Why Low Ferritin Does Not Determine Iron Status
Ferritin is a protein made inside our cells to help store iron. It releases iron when the body needs it. There are two types of Ferritin: heavy chain (HC) and light chain (LC). HC is loaded with iron using a copper dependent enzyme. When inflammation is present LC ferritin discharges iron in the cell and gets excreted into the blood – this is what gets tested as “serum ferritin” on a blood test. Ferritin is measured and considered stored iron but that’s only a small aspect of the story.
Ferritin does store iron, however, it stores it inside the cells meaning that ferritin levels outside the cells should actually be lower. When we measure ferritin in the blood, we’re looking at ferritin outside the cells. The iron recycling system and copper will help to move iron from ferritin storage into the red blood cells when the body signals it to do so.
Understanding Iron Status Through Testing
When ferritin appears low in the blood but inflammation is present, there will be an increase in hepcidin, a hormone that regulates iron balance and suppresses iron absorption when there is too much iron to store. This leads to more iron storage in tissues, decreased iron in blood work, compromised copper metabolism, and compromised iron metabolism. This is a protective mechanism designed by the body.

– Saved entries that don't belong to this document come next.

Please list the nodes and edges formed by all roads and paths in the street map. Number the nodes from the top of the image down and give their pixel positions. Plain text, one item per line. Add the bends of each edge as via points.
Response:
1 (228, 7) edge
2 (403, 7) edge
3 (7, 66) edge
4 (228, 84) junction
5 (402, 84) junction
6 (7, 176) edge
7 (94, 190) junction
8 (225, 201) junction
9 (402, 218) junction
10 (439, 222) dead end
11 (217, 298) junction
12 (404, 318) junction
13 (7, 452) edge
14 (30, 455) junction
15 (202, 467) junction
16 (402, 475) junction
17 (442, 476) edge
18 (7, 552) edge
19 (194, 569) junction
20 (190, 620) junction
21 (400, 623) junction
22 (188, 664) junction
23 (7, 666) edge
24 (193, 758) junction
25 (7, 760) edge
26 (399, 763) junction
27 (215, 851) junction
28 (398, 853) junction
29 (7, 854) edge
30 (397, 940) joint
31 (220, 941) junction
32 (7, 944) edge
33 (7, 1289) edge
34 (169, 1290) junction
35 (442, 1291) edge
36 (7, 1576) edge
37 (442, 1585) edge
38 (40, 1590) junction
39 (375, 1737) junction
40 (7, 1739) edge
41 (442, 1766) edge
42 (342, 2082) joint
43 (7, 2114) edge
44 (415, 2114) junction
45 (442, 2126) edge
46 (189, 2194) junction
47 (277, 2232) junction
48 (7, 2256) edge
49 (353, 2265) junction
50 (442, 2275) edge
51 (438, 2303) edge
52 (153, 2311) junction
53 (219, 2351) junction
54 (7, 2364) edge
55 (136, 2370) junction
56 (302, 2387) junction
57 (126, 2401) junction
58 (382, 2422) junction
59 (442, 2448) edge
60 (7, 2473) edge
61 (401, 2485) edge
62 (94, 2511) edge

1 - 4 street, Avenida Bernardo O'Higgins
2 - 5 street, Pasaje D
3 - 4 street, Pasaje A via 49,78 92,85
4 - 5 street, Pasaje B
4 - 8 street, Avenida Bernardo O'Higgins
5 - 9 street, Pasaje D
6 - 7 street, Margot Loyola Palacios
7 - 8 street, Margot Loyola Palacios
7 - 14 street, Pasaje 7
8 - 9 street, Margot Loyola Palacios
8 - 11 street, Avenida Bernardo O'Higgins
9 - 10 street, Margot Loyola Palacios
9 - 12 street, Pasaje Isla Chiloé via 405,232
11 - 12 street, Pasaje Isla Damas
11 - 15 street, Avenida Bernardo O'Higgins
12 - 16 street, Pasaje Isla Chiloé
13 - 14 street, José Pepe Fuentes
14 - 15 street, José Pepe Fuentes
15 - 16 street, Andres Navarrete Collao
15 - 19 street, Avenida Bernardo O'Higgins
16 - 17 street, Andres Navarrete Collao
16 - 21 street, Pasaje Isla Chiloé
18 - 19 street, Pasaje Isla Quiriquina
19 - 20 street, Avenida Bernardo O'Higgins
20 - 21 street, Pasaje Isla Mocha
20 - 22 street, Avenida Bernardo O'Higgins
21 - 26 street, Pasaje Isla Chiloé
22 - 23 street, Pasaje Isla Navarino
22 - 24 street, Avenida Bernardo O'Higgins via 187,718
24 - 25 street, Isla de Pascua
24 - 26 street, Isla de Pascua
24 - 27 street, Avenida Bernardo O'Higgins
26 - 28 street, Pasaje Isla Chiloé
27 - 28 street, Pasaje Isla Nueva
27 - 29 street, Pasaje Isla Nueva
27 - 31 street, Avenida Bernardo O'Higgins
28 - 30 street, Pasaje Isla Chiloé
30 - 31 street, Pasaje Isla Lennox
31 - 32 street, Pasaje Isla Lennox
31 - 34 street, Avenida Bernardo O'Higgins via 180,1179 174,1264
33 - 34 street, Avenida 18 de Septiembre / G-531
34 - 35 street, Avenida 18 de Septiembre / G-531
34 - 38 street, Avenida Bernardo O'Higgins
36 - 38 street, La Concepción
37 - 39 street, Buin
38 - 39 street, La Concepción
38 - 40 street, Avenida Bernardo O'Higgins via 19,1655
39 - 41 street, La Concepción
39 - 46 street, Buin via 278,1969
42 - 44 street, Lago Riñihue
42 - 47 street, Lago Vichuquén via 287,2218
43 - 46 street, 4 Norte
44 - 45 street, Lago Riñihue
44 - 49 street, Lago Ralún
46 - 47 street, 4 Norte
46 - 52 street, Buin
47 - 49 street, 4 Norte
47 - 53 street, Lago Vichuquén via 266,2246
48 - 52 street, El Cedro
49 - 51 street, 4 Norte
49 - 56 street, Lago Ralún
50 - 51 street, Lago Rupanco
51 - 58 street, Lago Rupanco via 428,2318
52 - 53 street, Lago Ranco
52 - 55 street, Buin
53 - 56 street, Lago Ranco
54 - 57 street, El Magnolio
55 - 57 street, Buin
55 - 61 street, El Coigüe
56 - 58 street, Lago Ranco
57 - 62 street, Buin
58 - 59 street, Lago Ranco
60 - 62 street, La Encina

Ferritin is not an accurate representation of iron status. Instead, hemoglobin should be measured since 70% of iron is in hemoglobin. Copper levels are also important because copper helps attach iron to hemoglobin and loads ferritin with iron. To truly understand iron functionality, we need to understand copper functionality: is it bioavailable? What is the ceruloplasmin status? Is there enough retinol to support copper bioavailability?

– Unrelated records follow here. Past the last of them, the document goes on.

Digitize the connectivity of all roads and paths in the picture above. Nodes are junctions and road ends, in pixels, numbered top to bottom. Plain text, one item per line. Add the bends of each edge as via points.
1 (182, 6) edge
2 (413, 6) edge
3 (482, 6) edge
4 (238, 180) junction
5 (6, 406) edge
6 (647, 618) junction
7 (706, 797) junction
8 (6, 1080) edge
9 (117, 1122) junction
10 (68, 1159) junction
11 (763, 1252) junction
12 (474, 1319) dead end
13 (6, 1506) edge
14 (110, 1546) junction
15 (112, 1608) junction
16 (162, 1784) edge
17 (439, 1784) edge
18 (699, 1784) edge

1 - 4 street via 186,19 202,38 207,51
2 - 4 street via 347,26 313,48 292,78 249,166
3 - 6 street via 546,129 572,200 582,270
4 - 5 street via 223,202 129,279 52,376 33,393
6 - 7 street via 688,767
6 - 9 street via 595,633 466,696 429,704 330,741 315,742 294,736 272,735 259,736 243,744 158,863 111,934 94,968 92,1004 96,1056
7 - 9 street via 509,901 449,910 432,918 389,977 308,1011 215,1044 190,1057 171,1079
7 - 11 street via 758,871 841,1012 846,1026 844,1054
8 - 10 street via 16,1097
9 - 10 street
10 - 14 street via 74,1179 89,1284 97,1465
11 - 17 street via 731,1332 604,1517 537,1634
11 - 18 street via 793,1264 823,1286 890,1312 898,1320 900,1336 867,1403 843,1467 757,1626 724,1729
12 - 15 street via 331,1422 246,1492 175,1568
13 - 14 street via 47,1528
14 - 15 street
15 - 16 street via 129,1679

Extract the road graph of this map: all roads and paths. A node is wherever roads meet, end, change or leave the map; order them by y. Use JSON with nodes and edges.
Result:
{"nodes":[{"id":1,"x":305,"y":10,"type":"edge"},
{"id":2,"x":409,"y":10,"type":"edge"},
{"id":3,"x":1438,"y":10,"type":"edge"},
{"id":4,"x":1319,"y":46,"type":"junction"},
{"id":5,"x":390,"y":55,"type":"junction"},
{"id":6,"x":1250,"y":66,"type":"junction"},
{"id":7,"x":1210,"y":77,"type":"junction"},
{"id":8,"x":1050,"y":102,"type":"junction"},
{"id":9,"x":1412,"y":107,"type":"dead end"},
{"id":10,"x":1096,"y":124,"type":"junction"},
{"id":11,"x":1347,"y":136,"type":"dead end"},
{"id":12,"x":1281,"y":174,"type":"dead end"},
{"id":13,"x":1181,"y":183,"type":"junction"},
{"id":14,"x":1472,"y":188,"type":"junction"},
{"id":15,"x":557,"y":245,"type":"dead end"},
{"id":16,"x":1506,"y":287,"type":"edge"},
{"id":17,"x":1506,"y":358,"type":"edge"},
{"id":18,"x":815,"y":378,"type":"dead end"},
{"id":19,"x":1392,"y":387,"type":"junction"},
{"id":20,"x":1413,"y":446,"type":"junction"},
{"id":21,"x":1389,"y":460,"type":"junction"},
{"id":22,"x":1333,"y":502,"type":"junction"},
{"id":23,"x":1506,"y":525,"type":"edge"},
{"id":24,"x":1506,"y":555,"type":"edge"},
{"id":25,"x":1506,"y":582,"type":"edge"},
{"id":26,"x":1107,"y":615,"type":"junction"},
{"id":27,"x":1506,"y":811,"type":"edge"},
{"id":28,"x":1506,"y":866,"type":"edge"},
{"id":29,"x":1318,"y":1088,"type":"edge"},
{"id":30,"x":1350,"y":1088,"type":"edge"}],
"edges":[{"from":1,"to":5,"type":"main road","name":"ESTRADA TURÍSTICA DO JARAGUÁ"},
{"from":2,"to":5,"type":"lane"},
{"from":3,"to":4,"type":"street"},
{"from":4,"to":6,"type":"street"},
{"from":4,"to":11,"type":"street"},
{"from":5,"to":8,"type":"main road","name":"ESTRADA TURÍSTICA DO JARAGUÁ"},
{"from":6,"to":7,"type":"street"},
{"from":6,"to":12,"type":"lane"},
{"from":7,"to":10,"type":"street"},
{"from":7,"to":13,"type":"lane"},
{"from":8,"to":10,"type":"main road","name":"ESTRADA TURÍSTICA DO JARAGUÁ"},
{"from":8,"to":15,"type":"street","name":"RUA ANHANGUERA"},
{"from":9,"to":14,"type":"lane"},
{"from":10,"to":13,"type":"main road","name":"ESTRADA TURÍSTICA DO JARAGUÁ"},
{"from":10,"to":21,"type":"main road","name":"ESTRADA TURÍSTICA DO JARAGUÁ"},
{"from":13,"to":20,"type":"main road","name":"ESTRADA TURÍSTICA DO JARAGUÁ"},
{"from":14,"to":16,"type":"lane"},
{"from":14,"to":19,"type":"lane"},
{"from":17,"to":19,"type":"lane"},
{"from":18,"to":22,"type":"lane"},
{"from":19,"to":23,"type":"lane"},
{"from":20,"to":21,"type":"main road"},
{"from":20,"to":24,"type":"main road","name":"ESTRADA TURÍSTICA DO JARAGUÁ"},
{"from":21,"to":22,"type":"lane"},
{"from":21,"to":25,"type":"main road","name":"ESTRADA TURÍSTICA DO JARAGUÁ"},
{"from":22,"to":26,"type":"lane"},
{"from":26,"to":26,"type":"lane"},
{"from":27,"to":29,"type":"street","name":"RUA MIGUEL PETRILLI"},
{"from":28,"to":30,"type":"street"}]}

This is why I utilize the Full Blood Iron Panel which helps to determine the level of inflammation that is created from iron-copper dysregulation. To learn more about the Full Blood Iron panel, click here.
The Beauty of the Female Menstrual Cycle
As women we have a natural way to support our iron recycling system and get rid of excess iron monthly. This is part of the female body’s natural intelligence in regulating our metabolic system and is theorized why women historically live longer than men. This is another aspect to why having a healthy menstrual cycle is key in women’s health and wellbeing. When we take birth control that hinder having a cycle or have mineral imbalances that cause hormone disruption that leads to irregular cycles, it impacts the iron recycling system and generally results in higher stored tissue iron causing oxidative stress and an inflammatory response.
Conclusion:
If you've been diagnosed with iron anemia or told you have a iron deficiency, it’s most likely because it's being stored in your tissues (which is not tested) and is based on incorrect markers that don't represent iron status. When an iron supplement or sometimes even infusions are introduced, this actually causes more disruption within the iron recycling system and increases oxidative stress (inflammation), especially in a copper deficient body. This is often at the root of hormone imbalances and metabolic conditions.
The best way to regulate the functionality of iron is through bioavailable copper, retinol, and a foundation of nutrients that support a healthy menstrual cycle and overall metabolic system.